We investigated the mathematical modeling of the evolution of a Stem Cell population (most prominently Hematopoietic Stem Cells - HSCs) with the objective to construct reliable, accurate and consistent simulations of the biological processes involved at different levels of detail.

The identification of the mathematical abstractions and algorithms that match the known biological facts has been driving our effort. The choice of the reference biological system to be simulated - Stem Cells (SCs) - was made because of the challenges it poses for the construction of a flexible, multi-scale, user-friendly simulation tool capable of handling complex Hybrid Systems.

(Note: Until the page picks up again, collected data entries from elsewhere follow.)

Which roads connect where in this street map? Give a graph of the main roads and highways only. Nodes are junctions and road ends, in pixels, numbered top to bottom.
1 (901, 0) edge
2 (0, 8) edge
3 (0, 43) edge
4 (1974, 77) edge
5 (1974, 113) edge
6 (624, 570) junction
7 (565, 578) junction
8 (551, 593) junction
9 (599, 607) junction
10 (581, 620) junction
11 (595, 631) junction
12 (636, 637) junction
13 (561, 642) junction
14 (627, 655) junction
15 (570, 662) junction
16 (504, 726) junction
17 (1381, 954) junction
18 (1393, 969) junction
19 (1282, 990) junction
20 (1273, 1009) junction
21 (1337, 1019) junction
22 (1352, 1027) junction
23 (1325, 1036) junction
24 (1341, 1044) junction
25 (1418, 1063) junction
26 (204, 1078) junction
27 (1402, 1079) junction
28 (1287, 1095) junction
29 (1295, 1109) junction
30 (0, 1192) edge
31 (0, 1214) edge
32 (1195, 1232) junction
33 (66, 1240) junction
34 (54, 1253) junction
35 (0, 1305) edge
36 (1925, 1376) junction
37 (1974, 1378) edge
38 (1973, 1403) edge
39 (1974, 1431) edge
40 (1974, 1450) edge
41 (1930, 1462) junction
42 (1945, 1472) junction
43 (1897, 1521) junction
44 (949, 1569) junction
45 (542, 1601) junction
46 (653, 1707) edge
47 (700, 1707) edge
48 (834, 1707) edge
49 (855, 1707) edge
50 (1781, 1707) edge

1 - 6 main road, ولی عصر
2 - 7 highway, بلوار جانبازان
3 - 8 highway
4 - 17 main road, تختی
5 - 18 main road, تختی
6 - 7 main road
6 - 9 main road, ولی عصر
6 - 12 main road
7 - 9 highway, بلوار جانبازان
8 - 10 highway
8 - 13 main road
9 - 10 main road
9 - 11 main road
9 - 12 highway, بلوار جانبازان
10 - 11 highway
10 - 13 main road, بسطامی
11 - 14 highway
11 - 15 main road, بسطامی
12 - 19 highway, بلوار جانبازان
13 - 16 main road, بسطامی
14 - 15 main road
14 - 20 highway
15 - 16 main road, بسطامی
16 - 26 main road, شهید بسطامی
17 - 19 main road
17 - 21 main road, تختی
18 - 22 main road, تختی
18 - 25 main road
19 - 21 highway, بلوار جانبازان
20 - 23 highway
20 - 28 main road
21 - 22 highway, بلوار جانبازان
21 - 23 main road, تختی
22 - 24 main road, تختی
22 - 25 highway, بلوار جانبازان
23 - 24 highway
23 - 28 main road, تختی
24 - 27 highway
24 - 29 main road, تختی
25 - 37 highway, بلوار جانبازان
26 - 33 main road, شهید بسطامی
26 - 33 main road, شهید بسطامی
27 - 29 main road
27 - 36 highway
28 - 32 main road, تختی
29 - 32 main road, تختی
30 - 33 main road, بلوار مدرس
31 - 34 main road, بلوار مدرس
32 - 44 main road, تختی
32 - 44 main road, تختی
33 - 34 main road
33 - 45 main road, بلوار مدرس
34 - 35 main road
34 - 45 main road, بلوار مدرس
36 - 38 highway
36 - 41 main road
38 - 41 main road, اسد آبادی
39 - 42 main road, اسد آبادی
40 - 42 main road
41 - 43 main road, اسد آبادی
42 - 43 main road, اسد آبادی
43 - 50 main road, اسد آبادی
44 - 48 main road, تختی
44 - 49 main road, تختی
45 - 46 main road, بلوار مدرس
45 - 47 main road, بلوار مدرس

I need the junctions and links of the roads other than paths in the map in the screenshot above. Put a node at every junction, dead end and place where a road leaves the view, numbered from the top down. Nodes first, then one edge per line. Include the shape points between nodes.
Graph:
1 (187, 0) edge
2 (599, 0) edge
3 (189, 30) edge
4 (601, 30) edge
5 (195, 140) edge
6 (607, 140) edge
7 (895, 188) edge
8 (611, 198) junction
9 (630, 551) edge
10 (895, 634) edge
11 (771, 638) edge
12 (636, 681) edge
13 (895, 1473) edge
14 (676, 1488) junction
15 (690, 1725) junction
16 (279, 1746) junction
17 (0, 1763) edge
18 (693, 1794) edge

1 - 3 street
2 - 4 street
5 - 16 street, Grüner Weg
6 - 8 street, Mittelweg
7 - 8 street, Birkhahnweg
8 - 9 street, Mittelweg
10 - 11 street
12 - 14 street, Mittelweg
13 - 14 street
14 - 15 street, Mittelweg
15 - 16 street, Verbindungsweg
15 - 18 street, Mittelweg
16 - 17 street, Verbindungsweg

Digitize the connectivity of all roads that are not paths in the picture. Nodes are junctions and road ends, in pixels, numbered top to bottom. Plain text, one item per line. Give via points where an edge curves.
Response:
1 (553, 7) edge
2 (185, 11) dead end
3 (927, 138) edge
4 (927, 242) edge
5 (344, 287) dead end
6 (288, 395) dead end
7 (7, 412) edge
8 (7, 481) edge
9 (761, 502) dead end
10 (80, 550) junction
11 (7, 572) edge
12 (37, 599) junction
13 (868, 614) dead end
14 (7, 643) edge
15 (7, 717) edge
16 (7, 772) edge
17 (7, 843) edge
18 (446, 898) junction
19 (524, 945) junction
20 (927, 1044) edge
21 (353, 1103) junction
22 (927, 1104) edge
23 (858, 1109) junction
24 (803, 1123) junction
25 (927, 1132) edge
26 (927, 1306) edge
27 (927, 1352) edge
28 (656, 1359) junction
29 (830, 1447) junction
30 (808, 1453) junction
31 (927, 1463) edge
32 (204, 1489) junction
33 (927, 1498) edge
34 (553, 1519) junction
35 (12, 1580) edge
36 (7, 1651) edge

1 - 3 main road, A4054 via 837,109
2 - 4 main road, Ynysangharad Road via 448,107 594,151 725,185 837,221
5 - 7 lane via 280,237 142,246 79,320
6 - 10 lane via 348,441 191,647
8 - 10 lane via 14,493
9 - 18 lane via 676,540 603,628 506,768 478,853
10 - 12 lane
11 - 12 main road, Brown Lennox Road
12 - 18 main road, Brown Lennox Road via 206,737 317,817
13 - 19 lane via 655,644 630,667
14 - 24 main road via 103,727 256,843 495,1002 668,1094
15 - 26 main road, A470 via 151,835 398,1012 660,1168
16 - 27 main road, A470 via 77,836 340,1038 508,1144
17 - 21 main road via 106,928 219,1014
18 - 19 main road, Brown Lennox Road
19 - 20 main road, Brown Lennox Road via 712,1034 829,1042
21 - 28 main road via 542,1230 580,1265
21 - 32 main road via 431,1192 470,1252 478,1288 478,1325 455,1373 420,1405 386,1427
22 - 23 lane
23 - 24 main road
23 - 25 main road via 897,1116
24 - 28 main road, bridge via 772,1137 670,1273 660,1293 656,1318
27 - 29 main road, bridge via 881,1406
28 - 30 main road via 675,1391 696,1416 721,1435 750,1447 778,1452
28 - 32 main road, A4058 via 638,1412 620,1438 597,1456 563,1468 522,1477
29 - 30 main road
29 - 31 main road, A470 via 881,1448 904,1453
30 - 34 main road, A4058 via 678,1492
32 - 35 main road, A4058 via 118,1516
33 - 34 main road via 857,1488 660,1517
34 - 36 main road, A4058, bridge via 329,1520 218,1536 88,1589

Research in Stem Cell Biology is of tremendous importance for the promise it holds for the cure of several degenerative and/or traumatic conditions. While the body of knowledge about SC's is increasing over time, many questions remain unanswered. The implementation of a "reference" simulation system (amenable to incremental refinements, updates and amendments) will provide biologists with a tool for the comparison and "validation" of their hypotheses and experimental results. Additionally, the tool will aid discovery of related results and phenomena.

The construction of a simulation tool capable of meeting the stated objectives is challenging both from a mathematical and a computer science point of view. Whilst the modeling and informatics simulation technology has developed considerably over the past years, some key questions remain regarding the modeling and simulation of systems as complex as biological ones. Three such problems pertain the efficient manipulation of hierarchical abstractions, the modeling of different time scales and spaces, and the treatment of essentially partial models of various biological processes. A related orthogonal problem pertains the accuracy of the numerical simulations.

We started out with a simple model of a three stage cell line development, where, e.g., a HSC population either self renews or differentiates into a Red Cell Progenitor population, or a White Cell Progenitor population. These in turn give rise to the final Red Blood Cells and to the final White Blood Cells.

The model is essentially a complex Birth-Death process, for which we studied both approximate deterministic, and stochastic versions. The model takes into account a simple feedback loop based on the populations' sizes and the different kinds of SCs' differentiation (either symmetric or asymmetric). Of course, the model of the feedback loop can be made more precise by modularly inserting the interaction among various signaling factors. As such, our model becomes a test-bed for a variety of Cell/Cell signaling processes.

As an important evaluation step, we implemented our initial mathematical model on a number of well known simulation platforms. In particular we concentrated on mathematical modeling tools like Matlab, Octave and Mathematica, and simulation tools used by several Electrical Engineering and Computer Science projects, e.g. SHIFT and Lambda-Shift from UC Berkeley and Charon from UPenn.

We are aware the our models need a careful parameter determination. We will proceed to complete this task by analyzing data from co-cultivation gene expression micro-array experiments.